**What the task requires**
The required output is all lines below that contain the word "Stanca".

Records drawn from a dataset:
══════
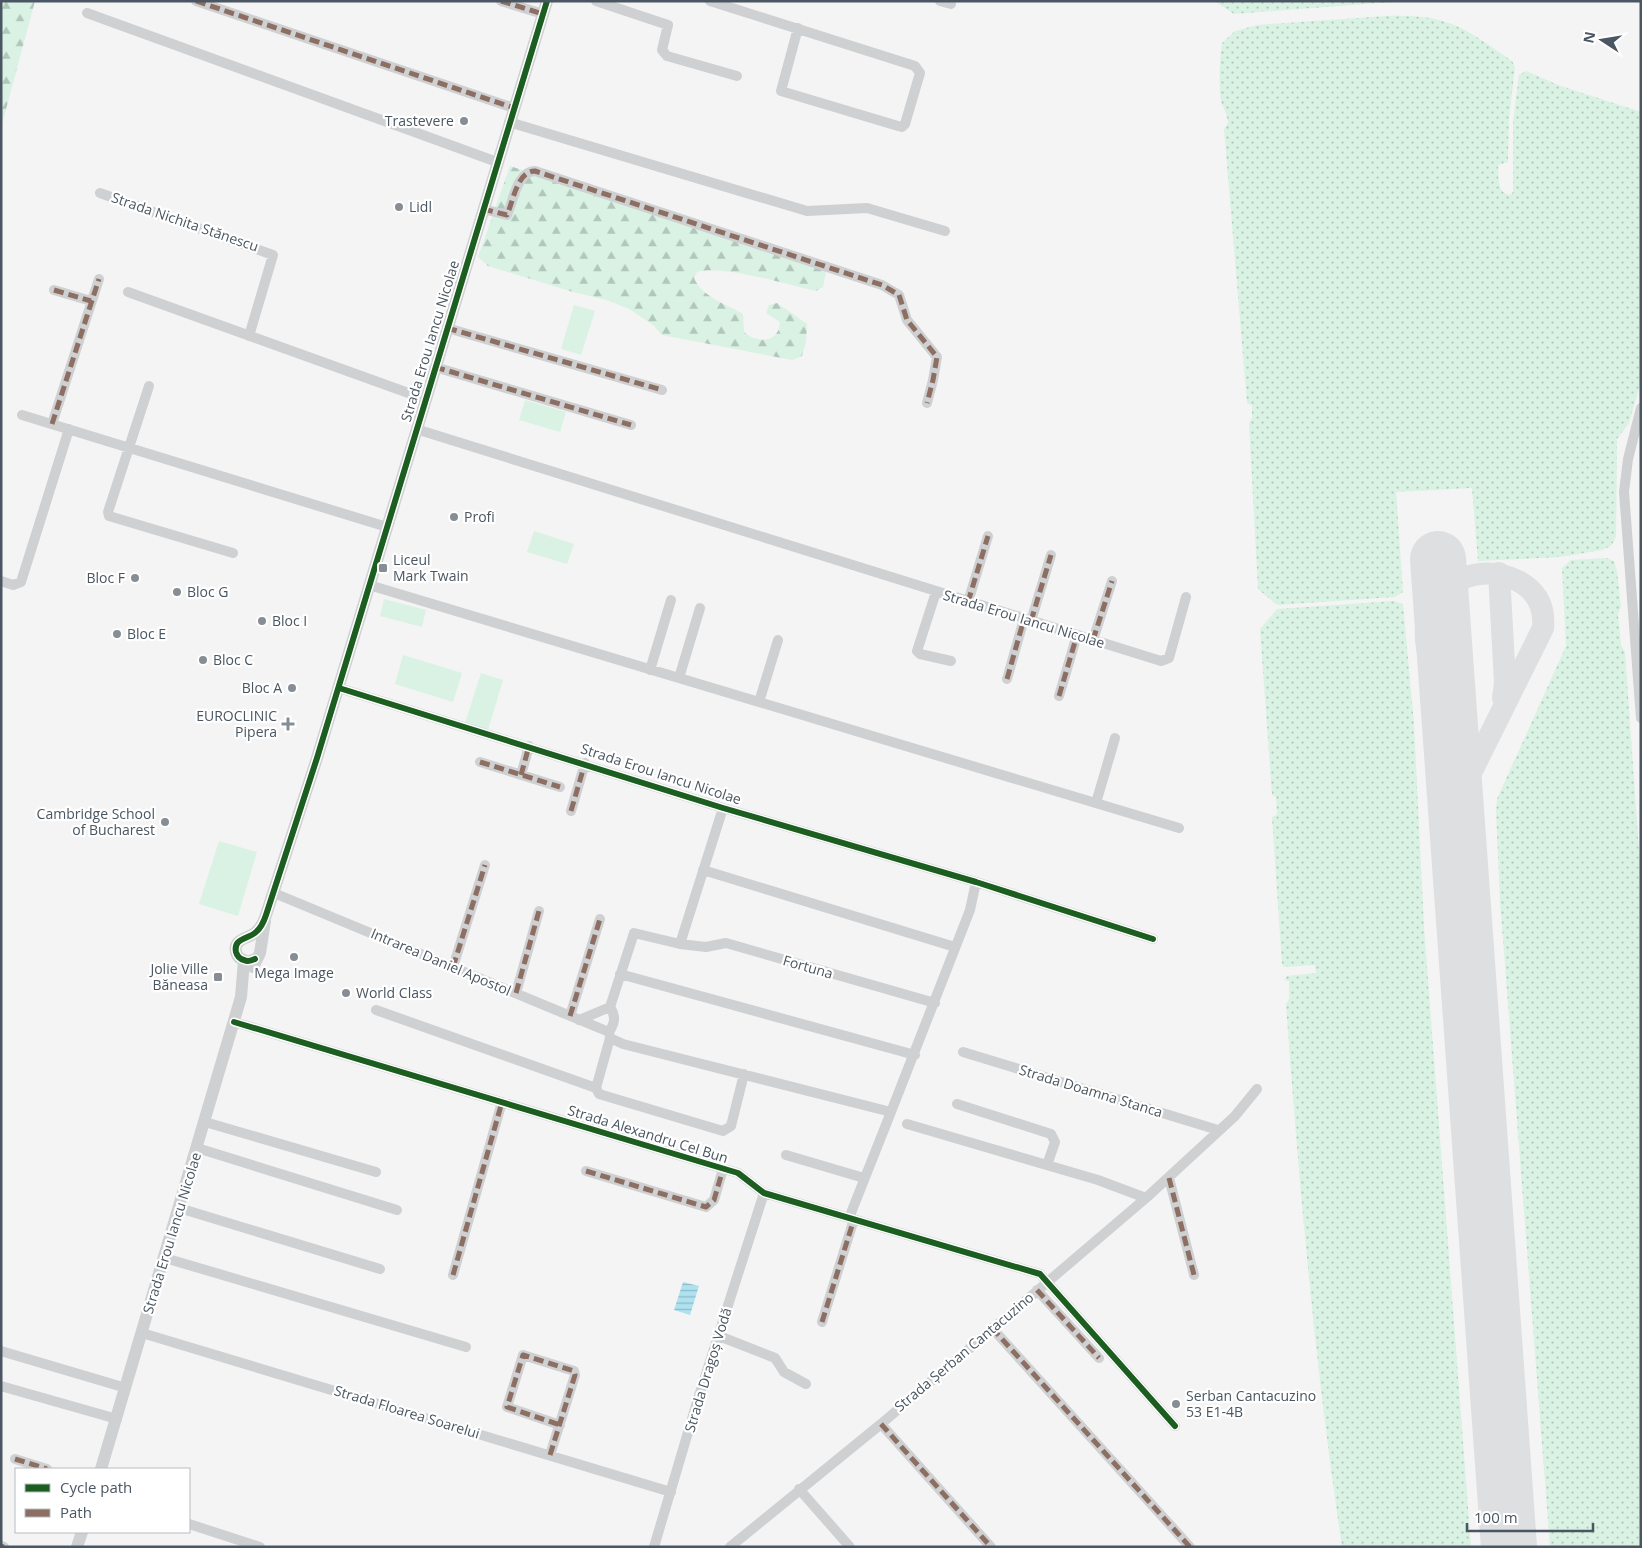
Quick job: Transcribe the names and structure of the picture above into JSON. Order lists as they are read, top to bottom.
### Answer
{
  "streets": {
    "street": [
      "Strada Nichita Stănescu",
      "Strada Erou Iancu Nicolae",
      "Intrarea Daniel Apostol",
      "Fortuna",
      "Strada Doamna Stanca",
      "Strada Alexandru Cel Bun",
      "Strada Șerban Cantacuzino",
      "Strada Dragoș Vodă",
      "Strada Floarea Soarelui"
    ]
  },
  "crossings": [
    ["Strada Erou Iancu Nicolae", "Intrarea Daniel Apostol"],
    ["Strada Erou Iancu Nicolae", "Strada Alexandru Cel Bun"],
    ["Strada Erou Iancu Nicolae", "Strada Floarea Soarelui"],
    ["Strada Doamna Stanca", "Strada Șerban Cantacuzino"],
    ["Strada Alexandru Cel Bun", "Strada Șerban Cantacuzino"],
    ["Strada Alexandru Cel Bun", "Strada Dragoș Vodă"],
    ["Strada Dragoș Vodă", "Strada Floarea Soarelui"]
  ],
  "places": {
    "other": [
      "Trastevere",
      "Lidl",
      "Profi",
      "Bloc F",
      "Bloc G",
      "Bloc I",
      "Bloc E",
      "Bloc C",
      "Bloc A",
      "Cambridge School of Bucharest",
      "Mega Image",
      "World Class",
      "Serban Cantacuzino 53 E1-4B"
    ],
    "transit": ["Liceul Mark Twain", "Jolie Ville Băneasa"],
    "health": ["EUROCLINIC Pipera"]
  },
  "legend": ["Cycle path", "Path"],
  "scale_bar": "100 m",
  "north": "left"
}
══════
**Answer below**
      "Strada Doamna Stanca",
    ["Strada Doamna Stanca", "Strada Șerban Cantacuzino"],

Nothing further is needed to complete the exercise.